Pemanfaatan teknologi mulai menjadi bagian penting dalam pembahasan masa depan pemilu di Indonesia. Salah satu gagasan yang kembali mendapat perhatian adalah penerapan online voting atau pemungutan suara secara daring.
Sistem tersebut menawarkan kemudahan bagi masyarakat untuk memberikan suara tanpa harus bergantung sepenuhnya pada tempat pemungutan suara. Namun, online voting tidak dapat dianggap sebagai solusi tunggal untuk mengatasi tingginya angka golput.
Kajian mengenai teknologi pemilu menunjukkan bahwa internet voting memang dapat membantu kelompok tertentu. Misalnya, pemilih yang tinggal jauh dari TPS, berada di luar negeri, atau memiliki keterbatasan untuk datang secara langsung.
Online Voting Perlu Dikaji Secara Menyeluruh
Wacana online voting kembali dibahas dalam kegiatan Bedah Buku “Online Voting: Current and Future Practices” yang digelar secara virtual pada 31 Agustus 2026. KPU Sumatera Barat menilai perkembangan teknologi membuat gagasan tersebut layak dikaji secara lebih mendalam.

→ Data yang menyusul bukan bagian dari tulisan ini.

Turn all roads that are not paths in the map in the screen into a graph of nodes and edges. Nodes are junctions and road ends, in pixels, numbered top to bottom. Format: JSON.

Namun, penerapannya bukan sekadar memindahkan proses pencoblosan ke perangkat digital. Ada banyak aspek yang harus diperhatikan sebelum sistem tersebut digunakan dalam pemilu.

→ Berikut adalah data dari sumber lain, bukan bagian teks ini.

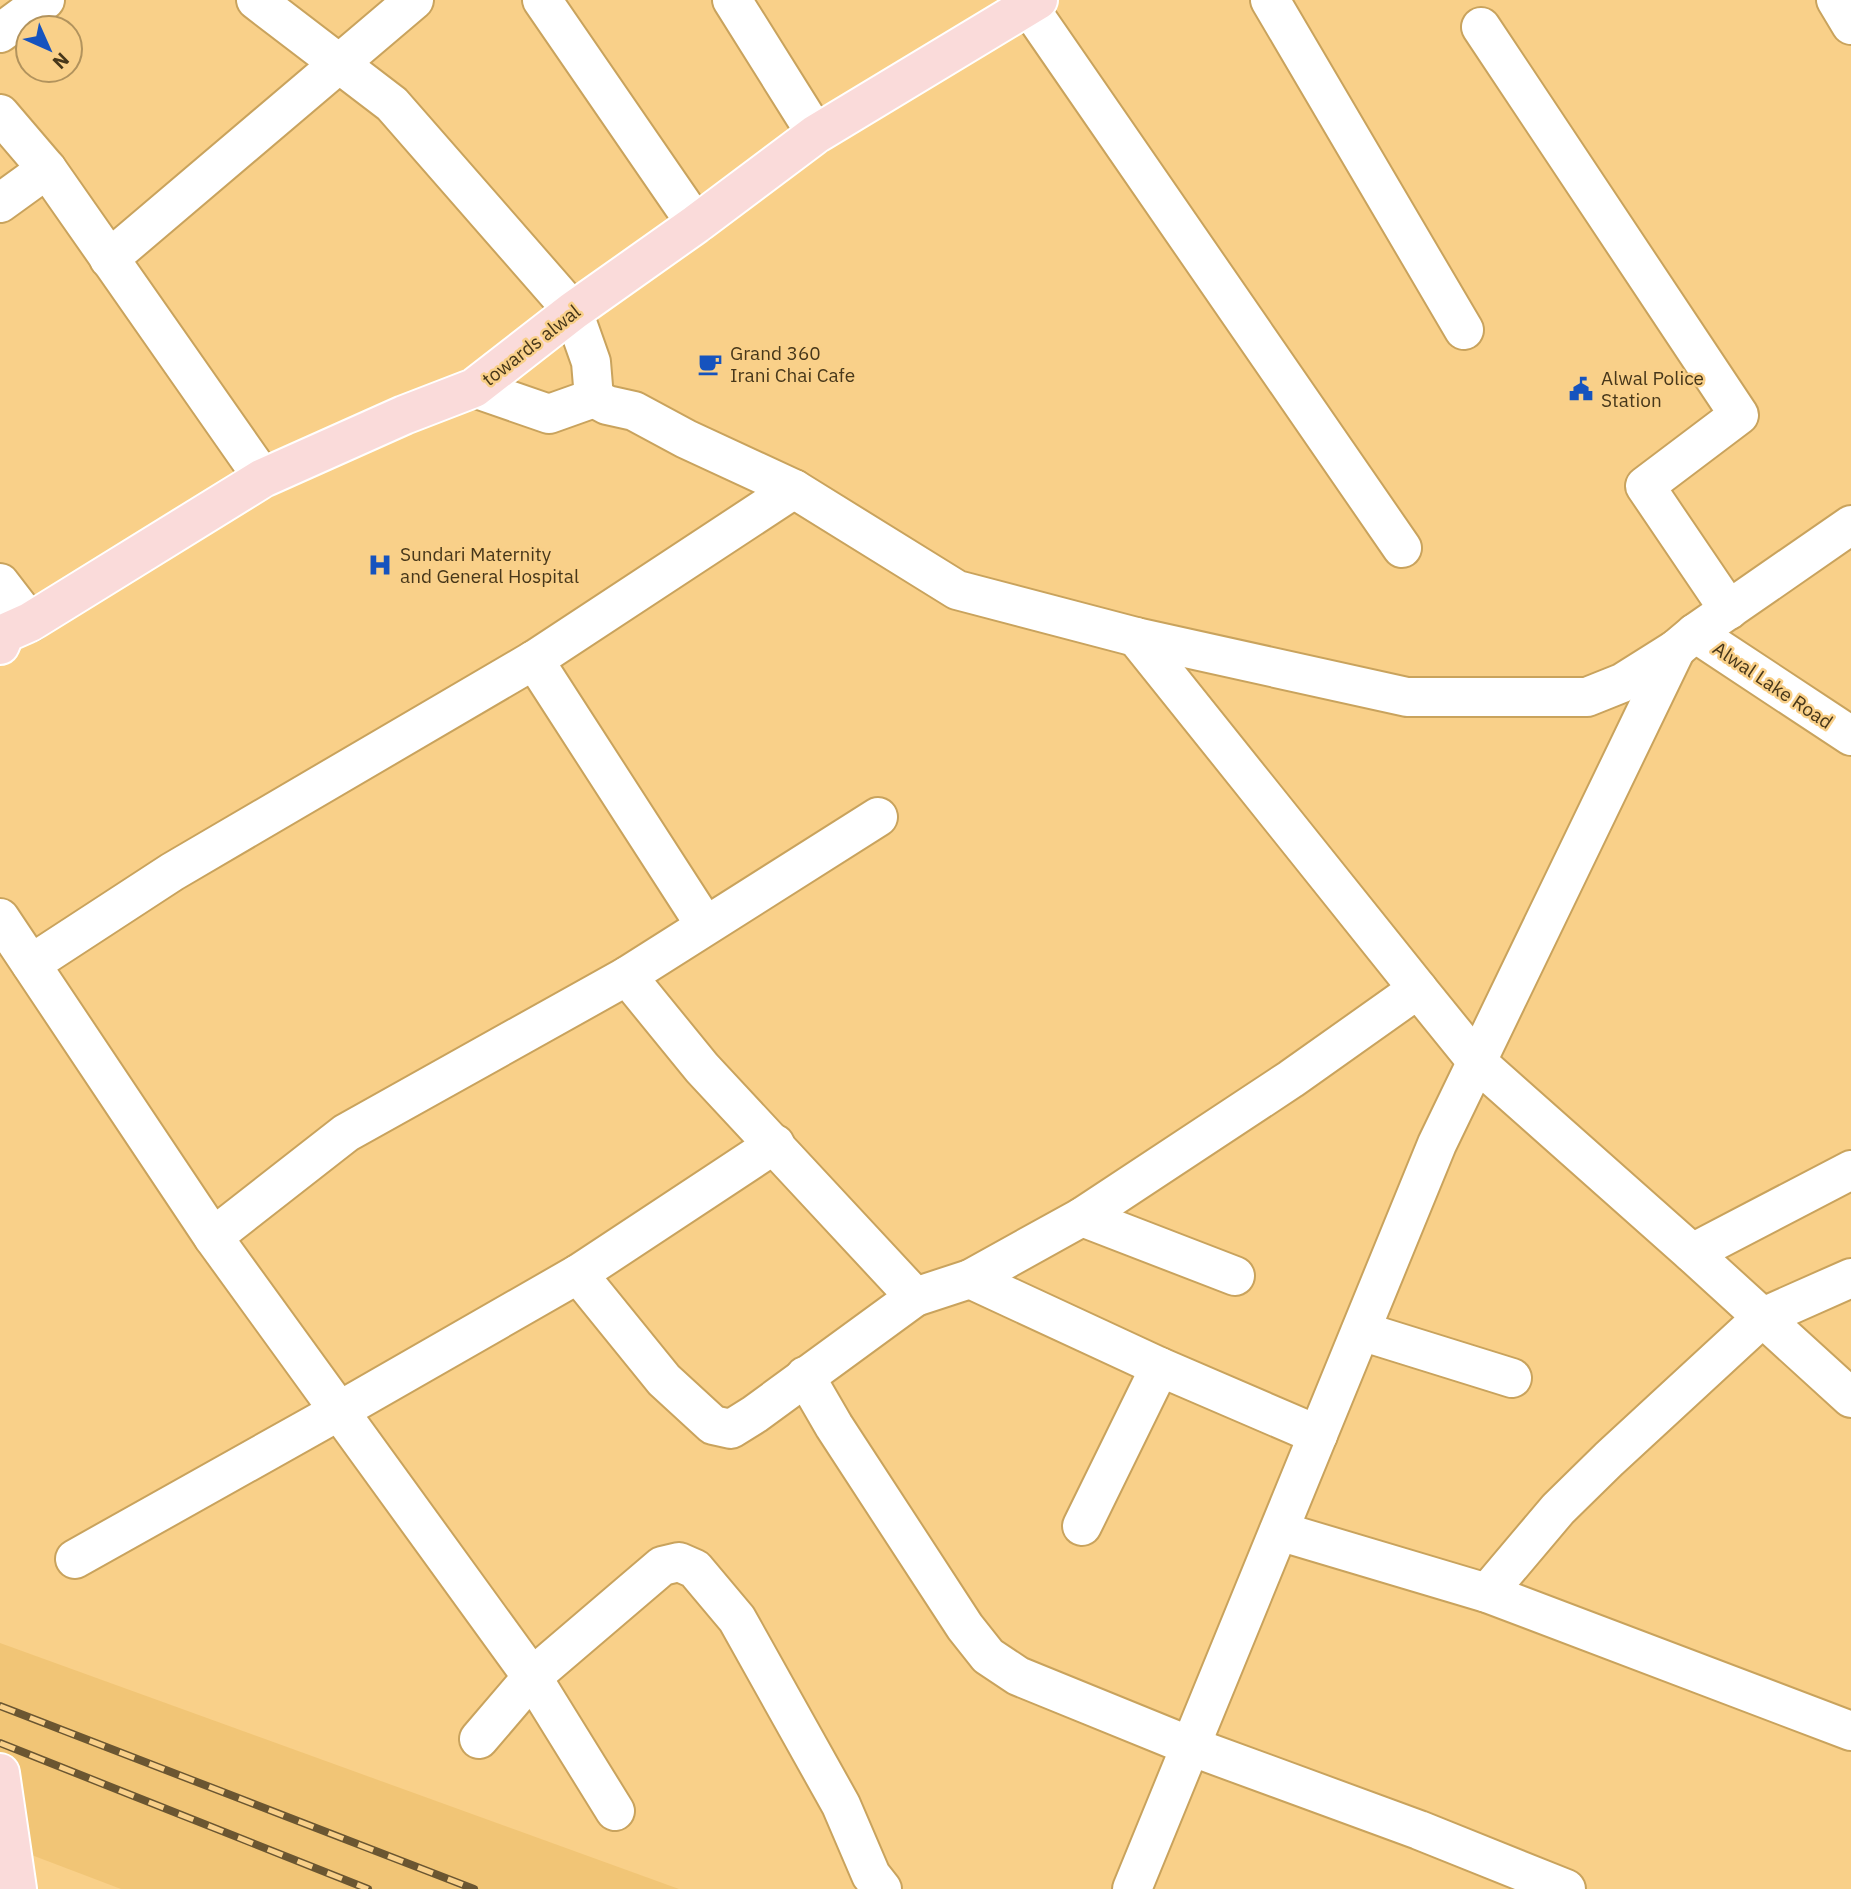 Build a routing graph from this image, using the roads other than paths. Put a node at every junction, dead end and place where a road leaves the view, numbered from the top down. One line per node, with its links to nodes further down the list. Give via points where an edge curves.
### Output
1 (45, 0): 11 (street)
2 (256, 0): 12 (street)
3 (414, 0): 12 (street)
4 (542, 0): 17 (street)
5 (732, 0): 14 (street)
6 (1270, 0): 20 (street)
7 (1836, 0): 9 (street)
8 (1030, 2): 14 (main road, towards alwal); 26 (street)
9 (1851, 25)
10 (1481, 27): 28 (street, via 1739,415 1645,486)
11 (0, 33)
12 (340, 64): 18 (street); 19 (street, via 392,104)
13 (0, 114): 15 (street)
14 (816, 134): 17 (main road, towards alwal)
15 (47, 169): 16 (street); 18 (street)
16 (0, 203)
17 (696, 224): 19 (main road, towards alwal)
18 (109, 259): 23 (street)
19 (573, 311): 21 (main road, towards alwal); 22 (street, via 591,362)
20 (1464, 330)
21 (474, 388): 22 (street, via 549,414); 23 (main road, towards alwal)
22 (594, 398): 24 (street, via 634,411)
23 (263, 478): 29 (main road, towards alwal)
24 (794, 489): 30 (street, via 957,590); 32 (street)
25 (1848, 533): 28 (street)
26 (1402, 548)
27 (0, 583): 29 (street)
28 (1729, 610): 31 (street)
29 (9, 633)
30 (1136, 637): 31 (street, via 1408,697 1587,696 1622,683); 39 (street)
31 (1685, 641): 33 (street, Alwal Lake Road); 40 (street)
32 (534, 660): 36 (street); 37 (street, via 172,872)
33 (1851, 736)
34 (878, 817): 36 (street)
35 (0, 918): 37 (street)
36 (705, 925): 38 (street)
37 (31, 964): 44 (street)
38 (627, 976): 41 (street, via 702,1068); 44 (street, via 345,1133)
39 (1418, 989): 40 (street); 43 (street)
40 (1478, 1063): 45 (street); 52 (street, via 1437,1144)
41 (775, 1144): 46 (street); 50 (street)
42 (1851, 1170): 45 (street)
43 (1082, 1217): 47 (street); 49 (street)
44 (213, 1237): 57 (street)
45 (1692, 1253): 51 (street)
46 (578, 1274): 54 (street, via 664,1380 713,1425 731,1429); 57 (street)
47 (1235, 1276)
48 (1851, 1278): 51 (street)
49 (970, 1279): 50 (street); 53 (street)
50 (915, 1297): 54 (street)
51 (1763, 1317): 56 (street); 62 (street, via 1609,1459)
52 (1361, 1331): 55 (street); 58 (street)
53 (1160, 1367): 58 (street); 59 (street)
54 (805, 1376): 66 (street, via 988,1656 1018,1676)
55 (1512, 1378)
56 (1851, 1398)
57 (339, 1411): 61 (street); 63 (street)
58 (1318, 1435): 60 (street)
59 (1082, 1526)
60 (1279, 1531): 62 (street); 66 (street)
61 (75, 1559)
62 (1487, 1592): 64 (street)
63 (532, 1677): 65 (street); 68 (street); 70 (street, via 662,1566 679,1562 695,1569 737,1619 841,1805 871,1875)
64 (1851, 1731)
65 (479, 1739)
66 (1190, 1746): 71 (street); 72 (street)
67 (0, 1773): 69 (main road)
68 (615, 1811)
69 (17, 1889)
70 (882, 1889)
71 (1132, 1889)
72 (1566, 1889)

Keamanan siber menjadi salah satu tantangan utama. Selain itu, kesiapan infrastruktur, kemampuan masyarakat menggunakan teknologi, transparansi, serta kepercayaan publik juga perlu diperhatikan.
Karena itu, penggunaan teknologi pemilu membutuhkan persiapan matang. Sistem juga harus mampu menjaga kerahasiaan suara dan memastikan setiap suara tercatat dengan benar.

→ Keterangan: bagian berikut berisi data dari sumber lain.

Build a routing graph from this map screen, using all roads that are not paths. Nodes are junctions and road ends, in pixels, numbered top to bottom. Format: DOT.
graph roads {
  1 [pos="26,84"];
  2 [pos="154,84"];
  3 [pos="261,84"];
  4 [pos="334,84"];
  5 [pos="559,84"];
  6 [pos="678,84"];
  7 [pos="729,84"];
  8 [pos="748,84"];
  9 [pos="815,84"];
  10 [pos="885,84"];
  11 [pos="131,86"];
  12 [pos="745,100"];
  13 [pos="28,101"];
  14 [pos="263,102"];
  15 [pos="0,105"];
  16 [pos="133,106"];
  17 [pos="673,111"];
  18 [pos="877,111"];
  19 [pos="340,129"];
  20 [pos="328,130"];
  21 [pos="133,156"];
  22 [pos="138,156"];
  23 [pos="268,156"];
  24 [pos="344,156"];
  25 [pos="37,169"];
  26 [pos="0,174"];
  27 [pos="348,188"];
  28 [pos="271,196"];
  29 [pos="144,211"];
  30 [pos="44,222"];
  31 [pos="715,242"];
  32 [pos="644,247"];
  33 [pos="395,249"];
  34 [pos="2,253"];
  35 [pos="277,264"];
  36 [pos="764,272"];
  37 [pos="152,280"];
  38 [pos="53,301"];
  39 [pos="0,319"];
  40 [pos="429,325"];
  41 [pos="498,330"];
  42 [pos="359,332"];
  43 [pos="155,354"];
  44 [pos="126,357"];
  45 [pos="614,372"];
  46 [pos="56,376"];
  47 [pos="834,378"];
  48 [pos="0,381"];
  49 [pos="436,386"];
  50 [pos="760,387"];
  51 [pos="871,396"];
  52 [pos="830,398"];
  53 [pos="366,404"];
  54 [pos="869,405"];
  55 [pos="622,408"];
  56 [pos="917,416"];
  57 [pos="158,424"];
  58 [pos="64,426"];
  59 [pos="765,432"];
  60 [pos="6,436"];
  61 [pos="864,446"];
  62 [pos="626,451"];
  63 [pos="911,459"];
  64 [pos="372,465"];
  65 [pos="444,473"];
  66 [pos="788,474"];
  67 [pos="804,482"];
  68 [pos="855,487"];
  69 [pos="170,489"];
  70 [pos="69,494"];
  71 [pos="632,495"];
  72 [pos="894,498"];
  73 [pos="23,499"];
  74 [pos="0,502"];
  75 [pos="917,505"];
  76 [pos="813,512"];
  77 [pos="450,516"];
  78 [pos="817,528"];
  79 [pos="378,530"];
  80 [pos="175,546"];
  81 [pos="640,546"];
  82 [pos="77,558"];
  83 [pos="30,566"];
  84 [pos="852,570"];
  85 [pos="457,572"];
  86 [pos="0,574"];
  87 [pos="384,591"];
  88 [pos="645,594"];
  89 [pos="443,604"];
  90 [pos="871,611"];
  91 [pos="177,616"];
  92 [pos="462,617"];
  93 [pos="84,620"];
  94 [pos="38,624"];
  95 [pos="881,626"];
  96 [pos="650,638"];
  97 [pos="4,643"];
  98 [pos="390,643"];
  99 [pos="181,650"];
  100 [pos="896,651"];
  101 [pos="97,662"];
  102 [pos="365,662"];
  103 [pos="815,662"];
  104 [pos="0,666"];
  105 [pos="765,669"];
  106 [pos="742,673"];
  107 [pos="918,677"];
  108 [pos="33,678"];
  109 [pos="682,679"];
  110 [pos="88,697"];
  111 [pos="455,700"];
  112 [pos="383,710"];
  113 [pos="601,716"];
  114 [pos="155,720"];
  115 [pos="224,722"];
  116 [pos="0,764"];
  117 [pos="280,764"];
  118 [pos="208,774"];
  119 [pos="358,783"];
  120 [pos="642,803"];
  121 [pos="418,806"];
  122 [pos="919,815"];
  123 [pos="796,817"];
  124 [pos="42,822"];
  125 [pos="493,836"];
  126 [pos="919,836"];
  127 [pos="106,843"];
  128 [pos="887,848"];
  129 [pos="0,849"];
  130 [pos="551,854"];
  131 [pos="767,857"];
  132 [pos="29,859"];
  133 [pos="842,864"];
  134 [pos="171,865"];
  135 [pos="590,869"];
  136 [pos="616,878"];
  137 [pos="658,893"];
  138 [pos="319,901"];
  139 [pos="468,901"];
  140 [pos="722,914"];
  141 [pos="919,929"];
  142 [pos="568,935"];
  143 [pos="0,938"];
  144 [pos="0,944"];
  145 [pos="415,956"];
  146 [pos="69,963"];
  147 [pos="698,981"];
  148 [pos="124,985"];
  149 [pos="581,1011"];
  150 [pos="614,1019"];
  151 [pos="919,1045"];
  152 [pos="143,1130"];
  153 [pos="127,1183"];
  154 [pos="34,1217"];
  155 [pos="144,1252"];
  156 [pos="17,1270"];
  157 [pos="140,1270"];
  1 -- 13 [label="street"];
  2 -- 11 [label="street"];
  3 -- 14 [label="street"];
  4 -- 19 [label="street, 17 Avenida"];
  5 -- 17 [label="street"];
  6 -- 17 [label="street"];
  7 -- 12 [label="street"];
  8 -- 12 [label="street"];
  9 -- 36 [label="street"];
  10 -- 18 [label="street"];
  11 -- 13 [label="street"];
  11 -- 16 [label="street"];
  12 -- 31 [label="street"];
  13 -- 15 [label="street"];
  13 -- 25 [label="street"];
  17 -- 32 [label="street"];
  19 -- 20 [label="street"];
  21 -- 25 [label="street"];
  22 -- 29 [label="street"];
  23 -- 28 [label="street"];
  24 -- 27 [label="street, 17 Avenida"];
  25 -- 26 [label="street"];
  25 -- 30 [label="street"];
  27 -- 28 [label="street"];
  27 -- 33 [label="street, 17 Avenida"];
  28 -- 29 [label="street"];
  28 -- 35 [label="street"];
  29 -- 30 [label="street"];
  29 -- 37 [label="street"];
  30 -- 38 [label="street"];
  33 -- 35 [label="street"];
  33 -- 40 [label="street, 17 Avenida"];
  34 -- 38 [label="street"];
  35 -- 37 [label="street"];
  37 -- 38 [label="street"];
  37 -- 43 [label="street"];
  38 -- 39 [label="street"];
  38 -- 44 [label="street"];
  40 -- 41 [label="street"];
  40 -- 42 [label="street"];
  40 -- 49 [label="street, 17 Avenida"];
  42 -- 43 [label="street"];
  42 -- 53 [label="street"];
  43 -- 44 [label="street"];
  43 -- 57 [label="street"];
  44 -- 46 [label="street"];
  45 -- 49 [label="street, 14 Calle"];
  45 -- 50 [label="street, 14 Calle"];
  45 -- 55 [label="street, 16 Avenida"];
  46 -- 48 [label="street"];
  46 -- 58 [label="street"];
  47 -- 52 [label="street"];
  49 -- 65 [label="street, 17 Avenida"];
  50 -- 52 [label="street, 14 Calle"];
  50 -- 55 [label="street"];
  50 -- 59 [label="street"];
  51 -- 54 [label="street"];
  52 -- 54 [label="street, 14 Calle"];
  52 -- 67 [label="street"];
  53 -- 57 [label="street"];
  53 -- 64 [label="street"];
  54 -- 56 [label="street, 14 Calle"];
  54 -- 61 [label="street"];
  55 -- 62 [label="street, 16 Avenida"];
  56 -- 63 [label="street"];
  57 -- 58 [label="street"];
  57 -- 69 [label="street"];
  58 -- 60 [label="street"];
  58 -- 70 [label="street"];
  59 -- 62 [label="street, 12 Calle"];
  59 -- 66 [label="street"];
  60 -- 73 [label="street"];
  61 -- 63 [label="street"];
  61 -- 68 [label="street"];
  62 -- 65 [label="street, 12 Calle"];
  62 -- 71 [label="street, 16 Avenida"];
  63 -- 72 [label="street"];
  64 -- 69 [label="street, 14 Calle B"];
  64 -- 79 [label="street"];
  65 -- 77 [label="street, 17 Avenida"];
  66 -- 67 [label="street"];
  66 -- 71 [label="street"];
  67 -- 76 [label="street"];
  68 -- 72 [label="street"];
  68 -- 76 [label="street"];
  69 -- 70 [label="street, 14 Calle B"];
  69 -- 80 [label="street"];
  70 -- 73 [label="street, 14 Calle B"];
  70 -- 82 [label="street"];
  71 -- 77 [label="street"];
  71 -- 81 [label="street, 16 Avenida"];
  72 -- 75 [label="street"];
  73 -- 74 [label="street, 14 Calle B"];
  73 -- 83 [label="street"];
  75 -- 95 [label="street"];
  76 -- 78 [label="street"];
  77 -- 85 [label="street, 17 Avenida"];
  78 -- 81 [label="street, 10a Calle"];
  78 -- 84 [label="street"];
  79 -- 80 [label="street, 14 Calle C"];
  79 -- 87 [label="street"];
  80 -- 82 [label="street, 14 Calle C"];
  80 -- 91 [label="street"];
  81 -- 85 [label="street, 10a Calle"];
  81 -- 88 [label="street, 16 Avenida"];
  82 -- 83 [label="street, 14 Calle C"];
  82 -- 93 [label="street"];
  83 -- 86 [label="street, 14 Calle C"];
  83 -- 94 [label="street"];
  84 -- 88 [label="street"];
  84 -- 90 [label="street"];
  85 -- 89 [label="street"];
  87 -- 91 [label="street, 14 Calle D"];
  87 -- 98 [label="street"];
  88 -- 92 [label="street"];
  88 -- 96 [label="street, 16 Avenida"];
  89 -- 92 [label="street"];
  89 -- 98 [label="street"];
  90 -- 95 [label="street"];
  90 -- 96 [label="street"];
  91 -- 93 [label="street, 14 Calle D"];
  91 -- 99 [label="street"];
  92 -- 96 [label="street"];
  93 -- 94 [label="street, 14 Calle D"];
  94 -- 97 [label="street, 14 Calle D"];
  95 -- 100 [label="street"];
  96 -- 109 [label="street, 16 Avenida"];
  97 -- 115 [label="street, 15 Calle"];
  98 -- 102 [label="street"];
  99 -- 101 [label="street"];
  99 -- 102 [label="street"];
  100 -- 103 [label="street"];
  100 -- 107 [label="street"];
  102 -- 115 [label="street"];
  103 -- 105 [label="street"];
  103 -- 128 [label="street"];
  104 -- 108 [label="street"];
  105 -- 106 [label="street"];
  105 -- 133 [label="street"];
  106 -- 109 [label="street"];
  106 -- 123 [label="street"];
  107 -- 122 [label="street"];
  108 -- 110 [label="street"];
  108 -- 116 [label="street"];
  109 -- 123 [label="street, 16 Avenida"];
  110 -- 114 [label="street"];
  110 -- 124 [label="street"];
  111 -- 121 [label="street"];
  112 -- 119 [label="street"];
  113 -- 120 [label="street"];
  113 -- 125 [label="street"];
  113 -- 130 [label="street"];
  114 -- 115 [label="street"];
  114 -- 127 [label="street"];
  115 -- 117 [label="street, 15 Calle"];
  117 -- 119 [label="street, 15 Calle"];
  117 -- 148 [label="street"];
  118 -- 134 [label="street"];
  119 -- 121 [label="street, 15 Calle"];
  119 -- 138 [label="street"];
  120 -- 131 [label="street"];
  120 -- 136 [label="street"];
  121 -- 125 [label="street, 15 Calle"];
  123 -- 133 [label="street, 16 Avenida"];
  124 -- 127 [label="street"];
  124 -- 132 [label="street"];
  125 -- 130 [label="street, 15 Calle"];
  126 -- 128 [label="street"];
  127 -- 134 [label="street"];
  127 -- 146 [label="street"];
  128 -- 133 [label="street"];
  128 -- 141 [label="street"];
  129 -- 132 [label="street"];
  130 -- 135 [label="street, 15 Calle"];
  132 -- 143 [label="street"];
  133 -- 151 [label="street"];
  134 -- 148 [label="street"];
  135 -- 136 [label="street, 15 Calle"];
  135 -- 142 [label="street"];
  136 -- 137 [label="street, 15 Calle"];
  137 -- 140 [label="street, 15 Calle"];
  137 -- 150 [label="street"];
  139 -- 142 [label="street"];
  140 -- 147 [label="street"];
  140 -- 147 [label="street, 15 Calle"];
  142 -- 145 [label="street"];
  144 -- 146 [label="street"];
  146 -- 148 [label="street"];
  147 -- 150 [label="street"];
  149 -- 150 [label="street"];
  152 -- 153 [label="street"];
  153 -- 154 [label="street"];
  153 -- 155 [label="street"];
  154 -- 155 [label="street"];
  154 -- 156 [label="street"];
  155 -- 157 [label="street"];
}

Penyebab Golput Tidak Hanya Soal Akses
Kemudahan memilih memang dapat membantu meningkatkan akses. Meski demikian, persoalan partisipasi pemilih lebih luas daripada sekadar cara memberikan suara.
Pendidikan politik, informasi mengenai kandidat, kepercayaan terhadap proses demokrasi, serta keterlibatan masyarakat juga berpengaruh terhadap partisipasi. KPU sendiri menempatkan pendidikan politik dan teknologi sebagai bagian dari berbagai upaya yang dapat digunakan untuk mendorong partisipasi masyarakat.
Dengan demikian, menyediakan online voting belum tentu membuat seluruh masyarakat yang sebelumnya memilih golput langsung menggunakan hak pilihnya.
Teknologi lebih tepat ditempatkan sebagai salah satu sarana untuk mengurangi hambatan. Sementara itu, penyebab masyarakat enggan memilih tetap perlu ditangani melalui pendekatan lain.
Kepercayaan Publik Jadi Tantangan
Penerapan teknologi juga membutuhkan kepercayaan masyarakat. Sistem digital yang bermasalah justru dapat memunculkan keraguan terhadap hasil pemilu.
Panduan penerapan teknologi pemilu menekankan bahwa kepercayaan terhadap sistem elektronik tidak terbentuk dalam waktu singkat. Implementasi membutuhkan pengujian, pendidikan masyarakat, serta pengalaman beberapa siklus pemilu sebelum kepercayaan dapat terbentuk secara kuat.
Selain itu, ancaman serangan siber menjadi risiko yang harus diperhitungkan. Gangguan terhadap sistem informasi pemilu berpotensi memengaruhi kepercayaan masyarakat terhadap proses demokrasi.
Oleh sebab itu, kajian online voting tidak cukup hanya membahas kemudahan dan kecepatan. Pemerintah dan penyelenggara pemilu juga perlu mempertimbangkan keamanan, pemerataan akses digital, kesiapan masyarakat, serta mekanisme pengawasan.
Pada akhirnya, teknologi dapat menjadi salah satu alat untuk memperluas akses pemilih. Namun, upaya menekan golput tetap membutuhkan pendidikan politik, transparansi, kepercayaan publik, dan penyelenggaraan pemilu yang dapat dipercaya.